Mas não, esta carta não é pra fazer pensar! Você pode fazer tudo, menos pensar. Eu te dou a liberdade! Pode ler o que eu escrevo, vamos, leia, leia e leia, vão com os olhos pra lá e pra cá no mudar de cada linha vá descendo o olhar e leia, leia, leia, leia porque eu tenho muita coisa cabeça pra te falar. E aos que esperam que eu tenha um texto sobre minha indignação ao sistema educacional, que pensam que eu defendo a discussão do teatro, poesia, filosofia, homossexualismo, não pense nisso. Eu vim defender o não pensar.

Uma carta bem sucinta, dando uma pinçada nas polêmicas eternas do século 21, concisa como se fosse um site de variedades. Talvez até com algumas citações, ora Drummund, ora Cazuza, ora Lacan, ora Freud, ora Shakespeare, ora Bárbara Heliodora. Alguns eu posso até inventar, como se fossem conhecidos, tipo Antunes Filho e Gerald Thomas. Alguém ri de mim do outro lado do mundo quando lê isso.
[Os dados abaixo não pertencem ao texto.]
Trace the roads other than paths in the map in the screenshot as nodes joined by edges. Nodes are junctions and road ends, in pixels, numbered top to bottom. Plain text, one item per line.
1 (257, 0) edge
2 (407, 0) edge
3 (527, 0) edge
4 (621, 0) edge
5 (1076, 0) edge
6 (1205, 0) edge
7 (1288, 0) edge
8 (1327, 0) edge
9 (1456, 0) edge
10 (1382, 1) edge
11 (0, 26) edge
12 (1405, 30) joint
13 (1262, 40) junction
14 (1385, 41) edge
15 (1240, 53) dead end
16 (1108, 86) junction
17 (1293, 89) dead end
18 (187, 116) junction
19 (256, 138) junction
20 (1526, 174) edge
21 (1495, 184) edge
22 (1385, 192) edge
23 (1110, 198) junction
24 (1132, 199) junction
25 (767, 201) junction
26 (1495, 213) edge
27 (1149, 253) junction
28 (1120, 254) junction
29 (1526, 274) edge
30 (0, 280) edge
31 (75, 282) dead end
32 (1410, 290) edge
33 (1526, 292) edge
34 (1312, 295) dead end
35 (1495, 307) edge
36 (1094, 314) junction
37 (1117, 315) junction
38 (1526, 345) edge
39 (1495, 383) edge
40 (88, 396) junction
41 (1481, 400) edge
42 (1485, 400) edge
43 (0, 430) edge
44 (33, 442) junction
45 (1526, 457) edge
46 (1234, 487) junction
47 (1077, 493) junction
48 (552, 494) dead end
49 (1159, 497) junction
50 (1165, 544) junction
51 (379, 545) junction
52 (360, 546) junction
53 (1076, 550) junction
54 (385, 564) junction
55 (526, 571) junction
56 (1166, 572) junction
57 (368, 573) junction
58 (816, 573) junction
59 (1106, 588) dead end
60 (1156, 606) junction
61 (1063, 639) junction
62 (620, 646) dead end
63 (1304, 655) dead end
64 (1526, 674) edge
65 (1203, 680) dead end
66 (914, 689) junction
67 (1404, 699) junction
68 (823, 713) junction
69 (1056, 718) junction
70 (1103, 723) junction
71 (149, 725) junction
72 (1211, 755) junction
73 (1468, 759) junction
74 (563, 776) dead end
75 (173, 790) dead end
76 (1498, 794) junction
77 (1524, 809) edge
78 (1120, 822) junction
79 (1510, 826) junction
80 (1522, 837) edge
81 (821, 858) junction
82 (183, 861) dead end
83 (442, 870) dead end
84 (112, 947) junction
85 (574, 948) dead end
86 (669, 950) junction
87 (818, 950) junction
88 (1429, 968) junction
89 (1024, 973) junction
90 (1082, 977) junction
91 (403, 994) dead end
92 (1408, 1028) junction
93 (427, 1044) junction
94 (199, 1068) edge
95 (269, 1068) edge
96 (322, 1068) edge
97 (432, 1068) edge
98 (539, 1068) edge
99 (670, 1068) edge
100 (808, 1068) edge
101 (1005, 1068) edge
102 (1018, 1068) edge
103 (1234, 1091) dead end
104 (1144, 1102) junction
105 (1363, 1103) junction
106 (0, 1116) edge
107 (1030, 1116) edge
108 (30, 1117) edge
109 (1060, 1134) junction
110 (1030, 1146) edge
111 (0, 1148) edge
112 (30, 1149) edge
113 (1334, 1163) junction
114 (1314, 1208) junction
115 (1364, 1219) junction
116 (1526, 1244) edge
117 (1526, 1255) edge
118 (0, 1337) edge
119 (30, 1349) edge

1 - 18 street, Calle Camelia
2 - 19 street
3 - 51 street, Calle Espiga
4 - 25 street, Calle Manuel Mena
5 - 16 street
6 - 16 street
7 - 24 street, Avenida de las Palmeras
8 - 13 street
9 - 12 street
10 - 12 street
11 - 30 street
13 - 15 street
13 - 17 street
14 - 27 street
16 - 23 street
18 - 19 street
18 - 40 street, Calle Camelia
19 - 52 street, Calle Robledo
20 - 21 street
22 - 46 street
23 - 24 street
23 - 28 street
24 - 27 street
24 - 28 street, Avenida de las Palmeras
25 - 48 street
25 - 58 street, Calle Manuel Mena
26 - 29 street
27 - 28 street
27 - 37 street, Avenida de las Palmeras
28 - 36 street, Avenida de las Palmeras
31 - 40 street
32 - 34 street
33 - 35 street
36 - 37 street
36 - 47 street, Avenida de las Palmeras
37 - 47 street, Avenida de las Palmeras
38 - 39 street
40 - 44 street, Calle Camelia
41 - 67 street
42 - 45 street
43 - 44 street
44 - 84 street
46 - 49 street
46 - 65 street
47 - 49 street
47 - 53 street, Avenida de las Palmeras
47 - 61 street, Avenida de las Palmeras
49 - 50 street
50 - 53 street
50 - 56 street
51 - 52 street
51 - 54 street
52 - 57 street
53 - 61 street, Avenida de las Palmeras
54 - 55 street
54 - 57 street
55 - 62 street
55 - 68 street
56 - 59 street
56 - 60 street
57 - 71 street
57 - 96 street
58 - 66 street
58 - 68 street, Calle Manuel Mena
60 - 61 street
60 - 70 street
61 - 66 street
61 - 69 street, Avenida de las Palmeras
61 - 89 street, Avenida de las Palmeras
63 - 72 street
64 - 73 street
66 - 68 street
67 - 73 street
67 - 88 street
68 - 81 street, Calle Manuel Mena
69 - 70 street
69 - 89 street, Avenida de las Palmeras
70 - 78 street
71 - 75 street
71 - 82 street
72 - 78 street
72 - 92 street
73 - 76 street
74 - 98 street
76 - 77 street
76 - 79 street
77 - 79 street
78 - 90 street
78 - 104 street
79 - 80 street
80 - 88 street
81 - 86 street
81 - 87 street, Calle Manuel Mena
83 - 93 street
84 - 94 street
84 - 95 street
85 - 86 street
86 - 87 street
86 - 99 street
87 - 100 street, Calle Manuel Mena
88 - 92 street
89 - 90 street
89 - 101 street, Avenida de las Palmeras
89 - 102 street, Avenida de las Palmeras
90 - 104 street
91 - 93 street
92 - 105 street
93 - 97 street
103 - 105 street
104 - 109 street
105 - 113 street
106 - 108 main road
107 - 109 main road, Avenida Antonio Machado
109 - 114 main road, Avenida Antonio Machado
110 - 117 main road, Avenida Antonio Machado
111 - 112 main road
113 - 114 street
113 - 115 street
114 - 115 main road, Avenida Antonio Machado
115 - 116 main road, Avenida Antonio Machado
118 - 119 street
Começa tudo aqui: “Eu tenho o catálogo das respostas da vida: suicídio”. Agora começou outro papo cabeça “o que importa não é o fim, mas o caminho percorrido”.

Agora começou outro “eu dou o gabarito da apostila inteira porque quem não quer passar no vestibular está na sala errada”. Não pensar, nem raciocinar, nem decidir, é só anotar, escrever, sugar, meus leitores poríferos! Sugar... Vou vomitando, falando, dando ordens, decidindo planos, cumprindo metas que no fim das contas, você vai me agradecer. Amor. Sexo. Drogas. Use preservativo neste carnaval. Não tem que fazer sentido. Sentido é pra lógicos, lógicos pensam: Maçada!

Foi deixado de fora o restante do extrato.